━━━ Data for this exercise ━━━

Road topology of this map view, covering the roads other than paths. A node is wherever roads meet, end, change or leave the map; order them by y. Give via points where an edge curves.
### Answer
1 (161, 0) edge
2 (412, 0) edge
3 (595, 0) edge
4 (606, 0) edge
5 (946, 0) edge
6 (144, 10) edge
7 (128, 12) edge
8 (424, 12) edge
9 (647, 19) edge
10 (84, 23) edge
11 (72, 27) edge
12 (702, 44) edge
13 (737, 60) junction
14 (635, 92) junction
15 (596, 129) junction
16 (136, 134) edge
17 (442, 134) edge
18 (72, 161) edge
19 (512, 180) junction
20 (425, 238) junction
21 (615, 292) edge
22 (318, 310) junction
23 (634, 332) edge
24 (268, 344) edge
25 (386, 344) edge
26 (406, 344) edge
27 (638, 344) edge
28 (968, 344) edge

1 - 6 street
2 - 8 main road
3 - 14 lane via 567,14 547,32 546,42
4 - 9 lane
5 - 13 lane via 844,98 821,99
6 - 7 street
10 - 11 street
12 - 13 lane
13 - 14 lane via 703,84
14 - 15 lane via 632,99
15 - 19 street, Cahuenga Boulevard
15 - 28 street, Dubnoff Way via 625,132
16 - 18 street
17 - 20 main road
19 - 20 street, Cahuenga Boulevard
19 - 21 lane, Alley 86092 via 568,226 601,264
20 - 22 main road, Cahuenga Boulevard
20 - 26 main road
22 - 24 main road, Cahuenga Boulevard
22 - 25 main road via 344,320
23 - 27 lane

━━━

*Goal of the exercise*.
Return every line in the records that includes the string "Boulevard".

*Completed task*.
15 - 19 street, Cahuenga Boulevard
19 - 20 street, Cahuenga Boulevard
20 - 22 main road, Cahuenga Boulevard
22 - 24 main road, Cahuenga Boulevard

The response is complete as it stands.